Capítulo Quarenta e Oito: O Éden da Vida (Fim)

Sou comediante em Tóquio Lanterna Que Rompe o Casulo 2799 palavras 2026-03-04 18:43:17

Na programação da gravação do episódio de "O Paraíso da Vida", a entrevista com os convidados deveria ocorrer após a exibição do vídeo, mas na transmissão real, a ordem foi alterada: primeiro era apresentada a história do protagonista do VTR, depois o VTR era exibido, com a entrevista e os comentários dos participantes sobre o vídeo intercalados.

Aoi Ryusei fez uma breve apresentação sobre a vida de Hanyu Mikami, o terceiro da linhagem, e então passou a palavra para Tsuchida Akira, que conduziu a entrevista.

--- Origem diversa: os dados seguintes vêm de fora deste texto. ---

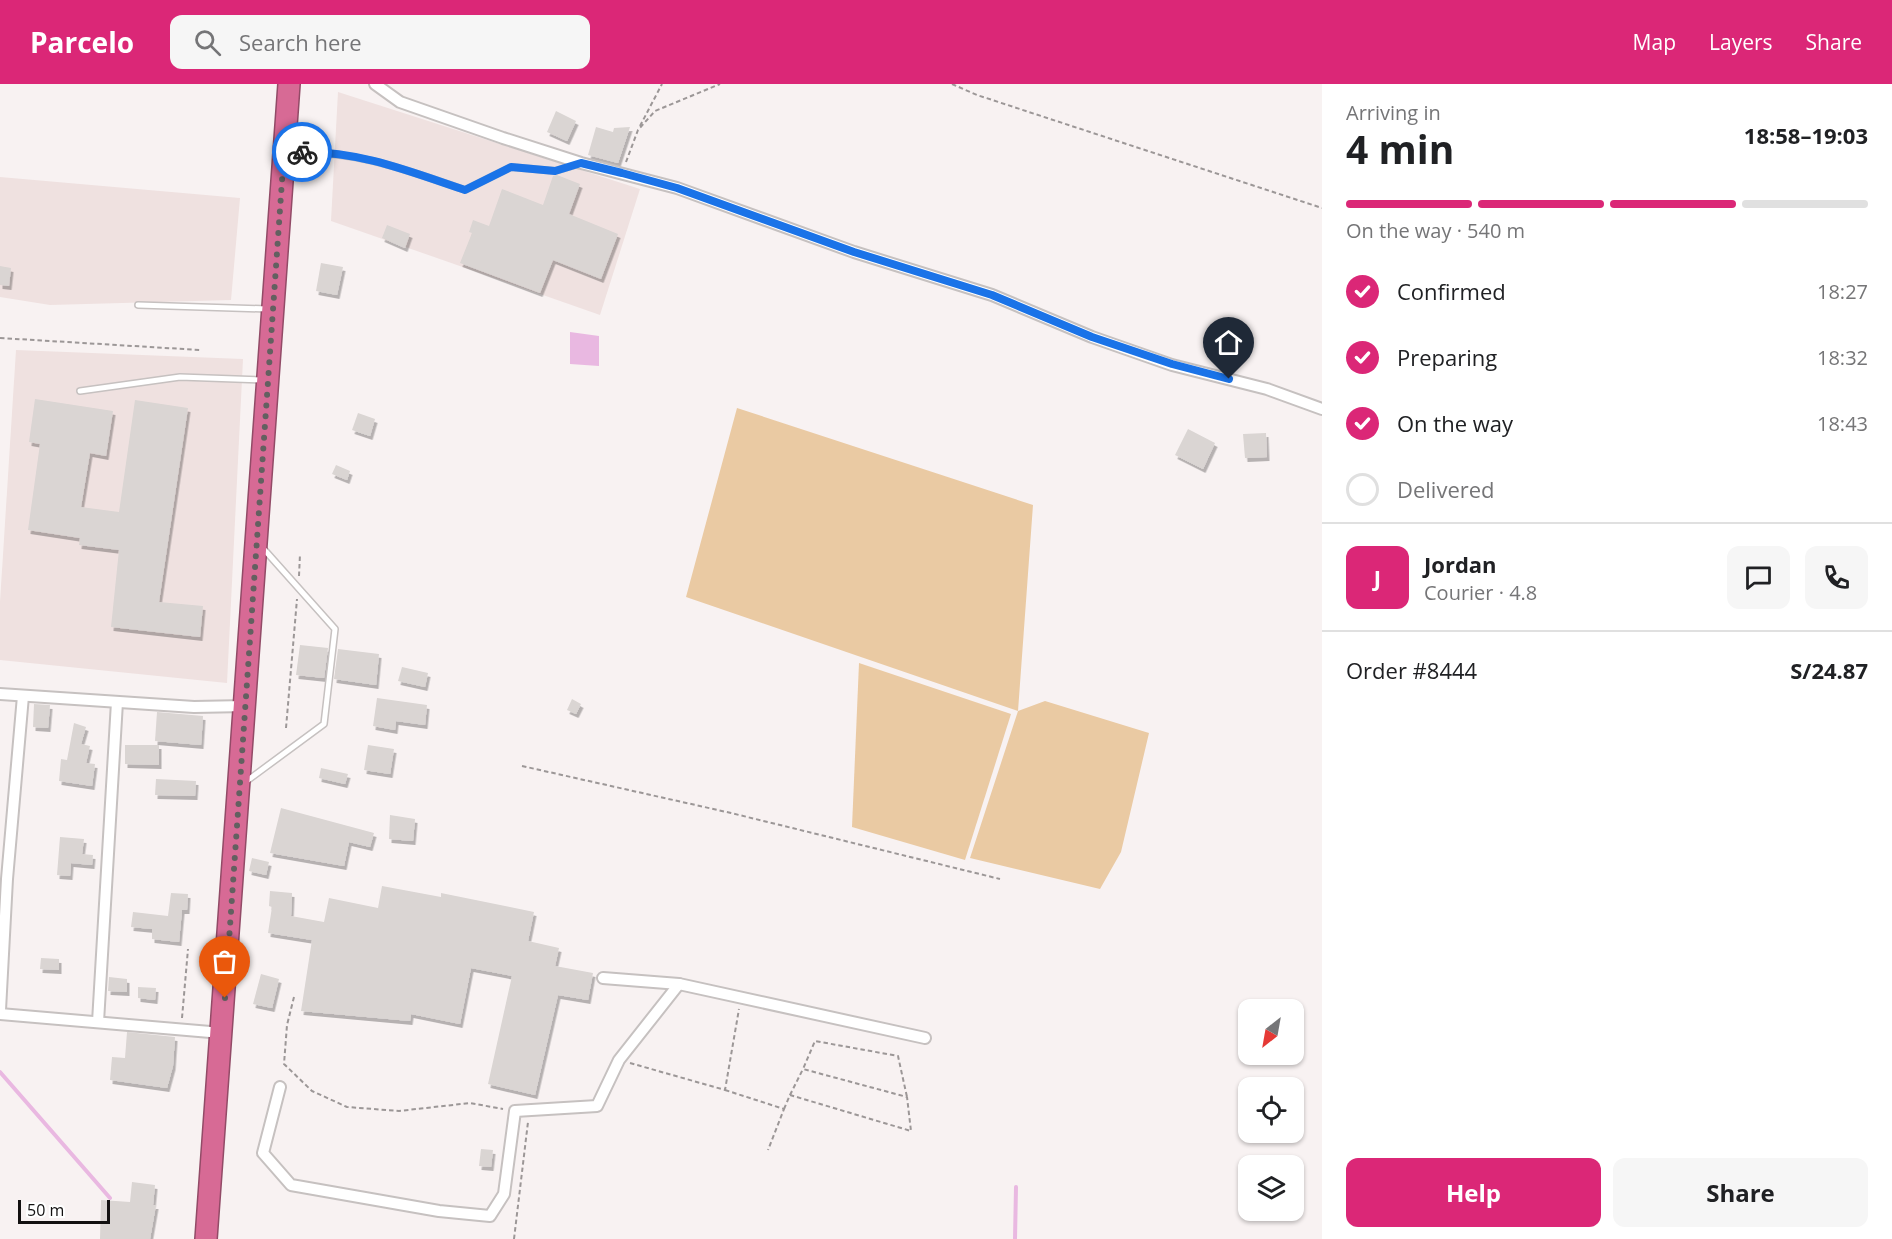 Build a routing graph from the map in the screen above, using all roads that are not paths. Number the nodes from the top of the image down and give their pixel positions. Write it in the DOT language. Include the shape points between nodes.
graph roads {
  1 [pos="289,84"];
  2 [pos="375,84"];
  3 [pos="284,152"];
  4 [pos="581,163"];
  5 [pos="138,305"];
  6 [pos="273,309"];
  7 [pos="267,381"];
  8 [pos="80,391"];
  9 [pos="1322,409"];
  10 [pos="256,540"];
  11 [pos="0,694"];
  12 [pos="23,696"];
  13 [pos="117,702"];
  14 [pos="246,706"];
  15 [pos="240,786"];
  16 [pos="603,978"];
  17 [pos="679,984"];
  18 [pos="0,1012"];
  19 [pos="98,1022"];
  20 [pos="222,1033"];
  21 [pos="926,1038"];
  22 [pos="280,1087"];
  23 [pos="206,1239"];
  1 -- 3 [label="highway"];
  2 -- 4 [label="street" via="400,102"];
  3 -- 4 [label="lane" via="328,152 387,163 465,190 511,167 555,171"];
  3 -- 6 [label="highway"];
  4 -- 9 [label="street" via="677,188 854,252 992,295 1092,337"];
  5 -- 6 [label="lane"];
  6 -- 7 [label="highway"];
  7 -- 8 [label="lane" via="180,377"];
  7 -- 10 [label="highway"];
  10 -- 14 [label="highway"];
  10 -- 15 [label="lane" via="335,629 324,724"];
  11 -- 12 [label="street"];
  12 -- 13 [label="street"];
  12 -- 18 [label="street"];
  13 -- 14 [label="street"];
  13 -- 19 [label="street"];
  14 -- 15 [label="highway"];
  15 -- 20 [label="highway"];
  16 -- 17 [label="street"];
  17 -- 21 [label="street"];
  17 -- 22 [label="street" via="619,1060 597,1106 515,1111 504,1194 490,1216 291,1185 263,1153"];
  18 -- 19 [label="street"];
  19 -- 20 [label="street"];
  20 -- 23 [label="highway"];
} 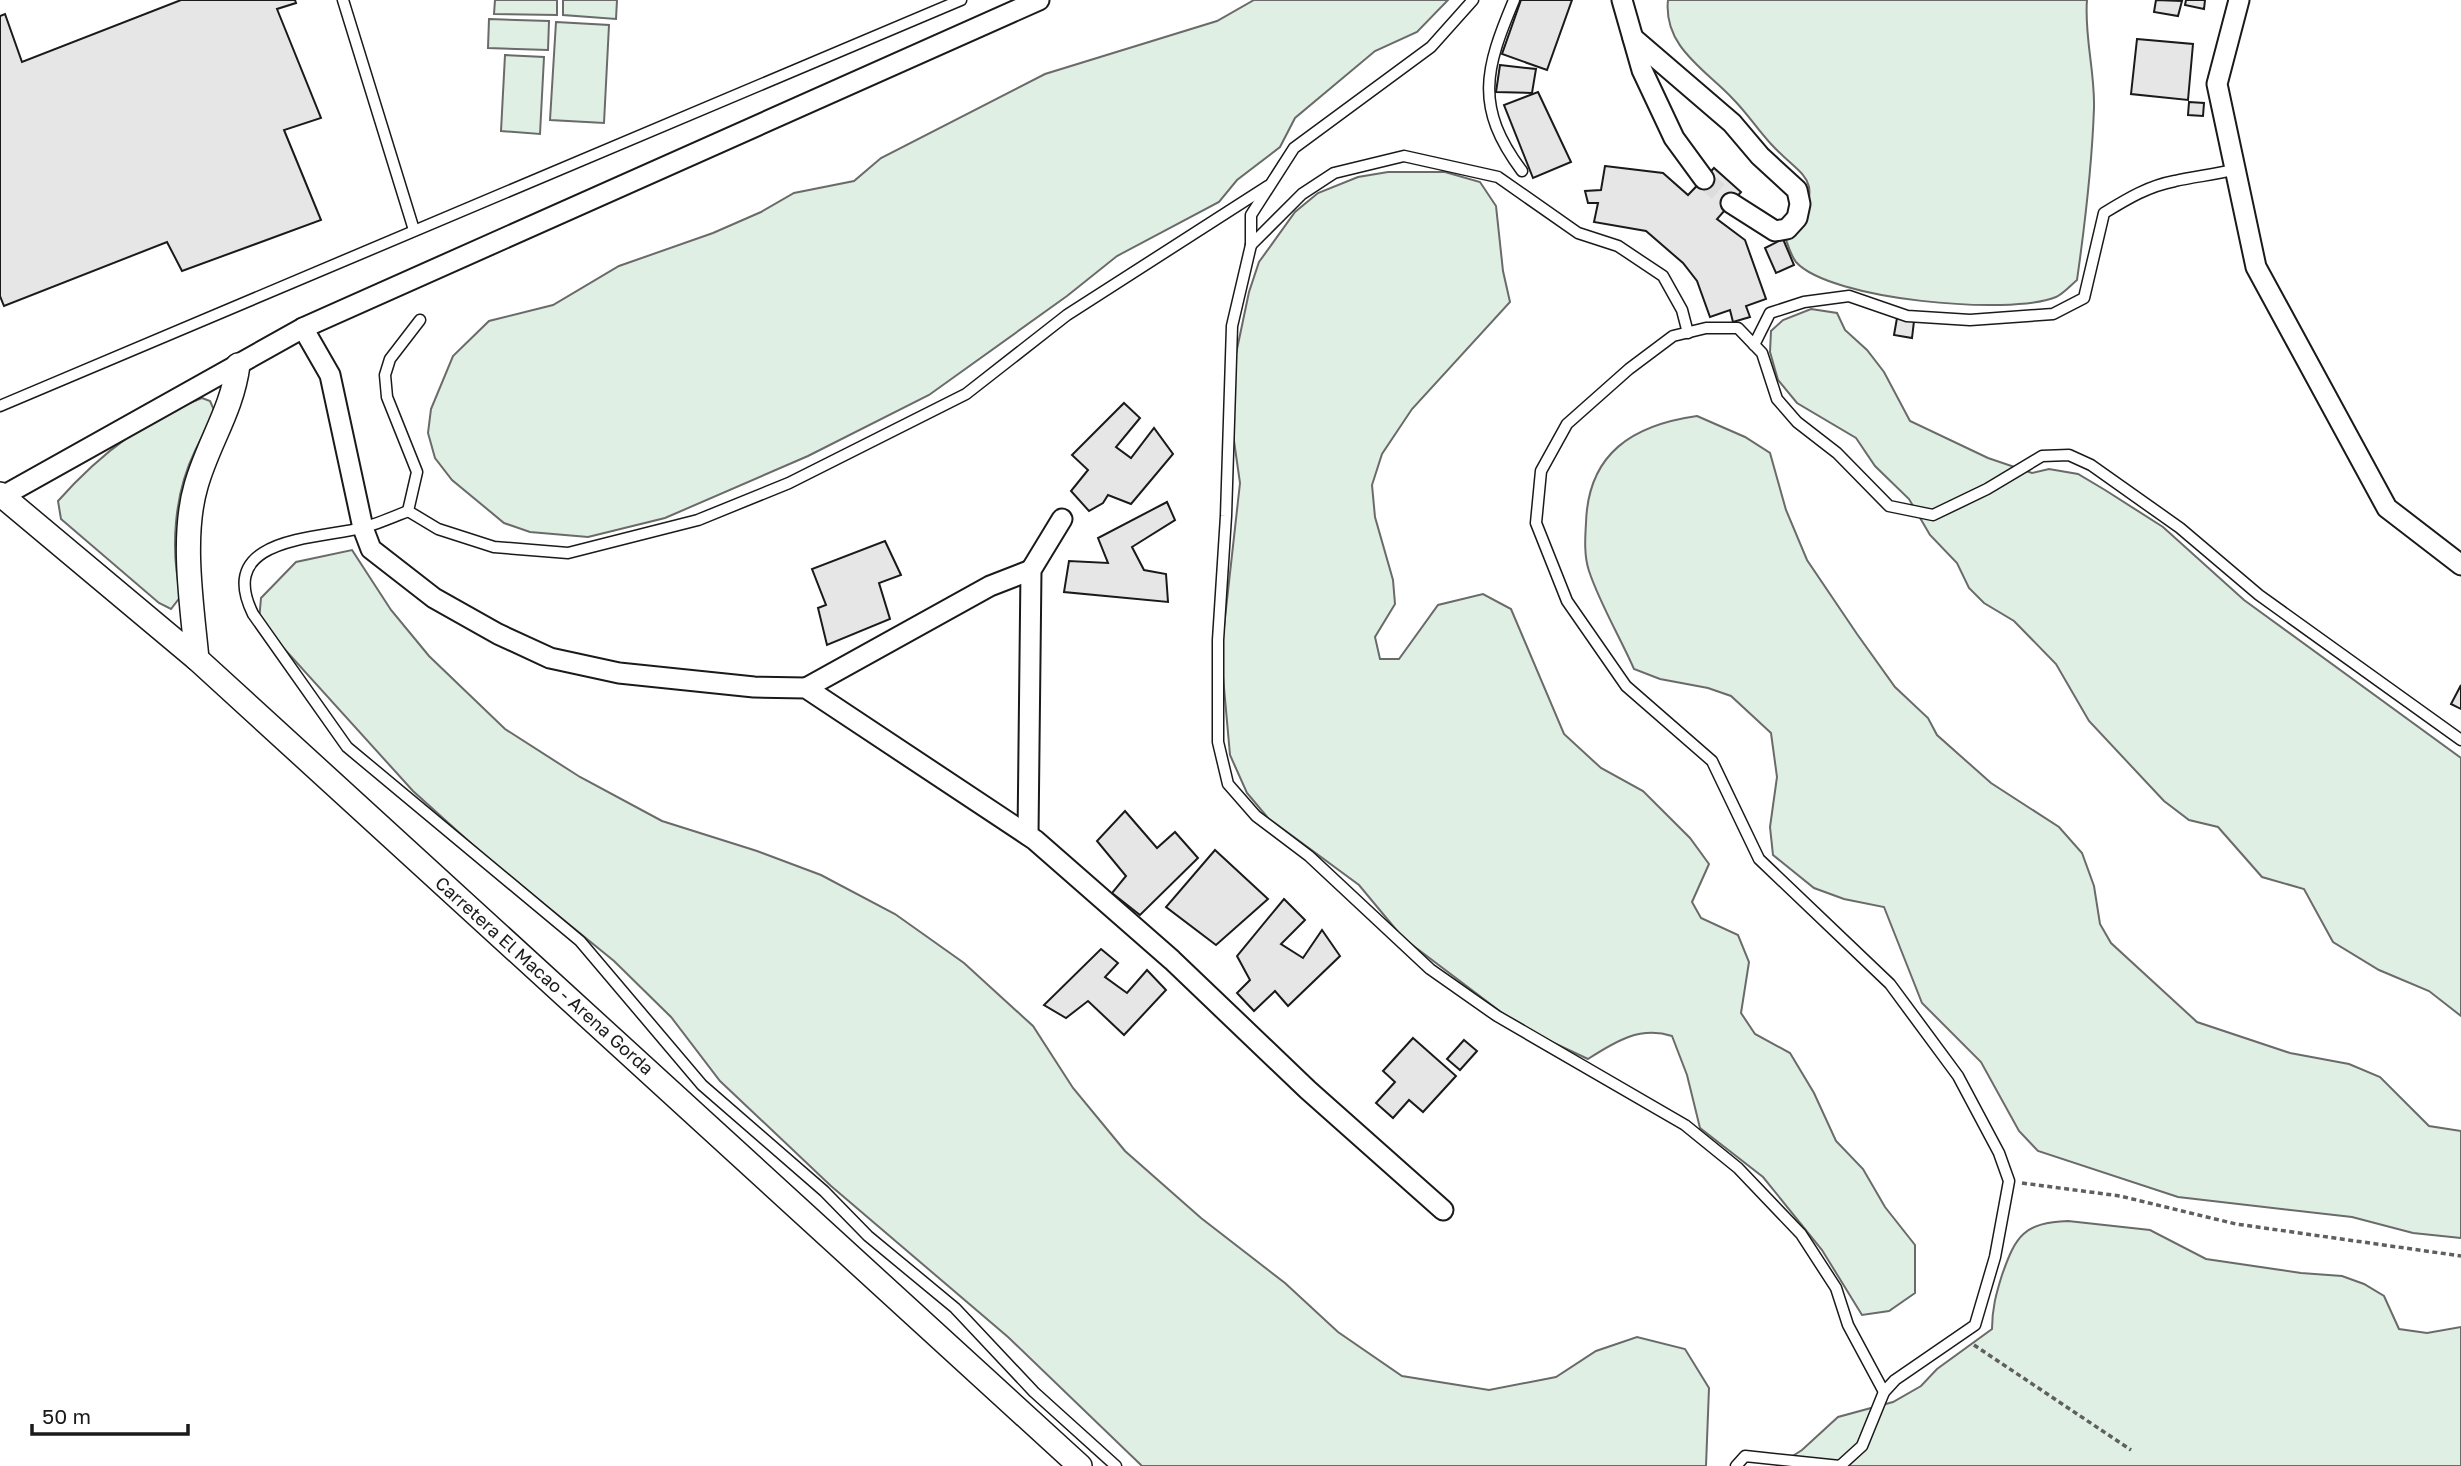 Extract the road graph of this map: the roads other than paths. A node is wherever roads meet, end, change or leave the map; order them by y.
1 (342, 0) edge
2 (961, 0) edge
3 (1039, 0) edge
4 (1473, 0) edge
5 (1514, 0) edge
6 (1622, 0) edge
7 (2239, 0) edge
8 (1633, 38) junction
9 (2236, 169) junction
10 (1522, 171) dead end
11 (1704, 179) tunnel mouth
12 (1271, 184) junction
13 (1731, 203) tunnel mouth
14 (414, 230) junction
15 (1251, 245) junction
16 (420, 320) dead end
17 (303, 328) junction
18 (1688, 333) junction
19 (1754, 345) junction
20 (239, 365) junction
21 (0, 405) edge
22 (2, 495) edge
23 (408, 511) junction
24 (1062, 519) dead end
25 (363, 528) junction
26 (2461, 565) edge
27 (1031, 570) junction
28 (197, 659) junction
29 (806, 688) junction
30 (2461, 740) edge
31 (1028, 835) junction
32 (1443, 1210) dead end
33 (1884, 1392) junction
34 (1080, 1466) edge
35 (1116, 1466) edge
36 (1736, 1466) edge

1 - 14 lane
2 - 14 lane
3 - 17 street
4 - 12 lane
5 - 10 lane
6 - 8 street
7 - 9 street
8 - 11 street
8 - 13 street
9 - 19 lane
9 - 26 street
12 - 15 lane
12 - 23 lane
14 - 21 lane
15 - 18 lane
15 - 33 lane
16 - 23 lane
17 - 20 street
17 - 25 street
18 - 19 lane
18 - 33 lane
19 - 30 lane
20 - 22 street
20 - 28 street
22 - 28 street, Carretera El Macao - Arena Gorda
23 - 25 lane
24 - 27 street
25 - 29 street
25 - 35 lane
27 - 29 street
27 - 31 street
28 - 34 street, Carretera El Macao - Arena Gorda
29 - 31 street
31 - 32 street
33 - 36 lane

Tsuchida perguntou a Hanyu: “Poderia nos contar em detalhes sobre aquele equipamento de secagem?”

Não era à toa que Tsuchida era um apresentador tão habilidoso, e Tatsumi olhou para o veterano com admiração. “O Paraíso da Vida” é um programa de cunho documental, sem um teleprompter, e conta principalmente com a habilidade dos apresentadores para conduzir as conversas e extrair dos convidados comentários que realmente valham a pena serem incluídos na edição final.

Como agora, o questionamento servia como complemento à parte do equipamento de secagem mostrada no VTR, e iniciar a conversa destacando essa invenção orgulhosa da pousada termal permitia que o entrevistado se sentisse mais à vontade para desenvolver o tema.

A equipe de produção ajustava constantemente o roteiro do programa de acordo com o estilo do apresentador; em troca, o apresentador deveria garantir que tudo fluísse bem e que o conteúdo fosse suficientemente atraente para o público.

Essa era a regra de ouro dos programas de variedades japoneses: para sobreviver em uma grade disputada por tantos talentos, não bastava apresentar conteúdos interessantes e manter uma boa audiência; a sinergia entre apresentadores e convidados também precisava ser alta e estável.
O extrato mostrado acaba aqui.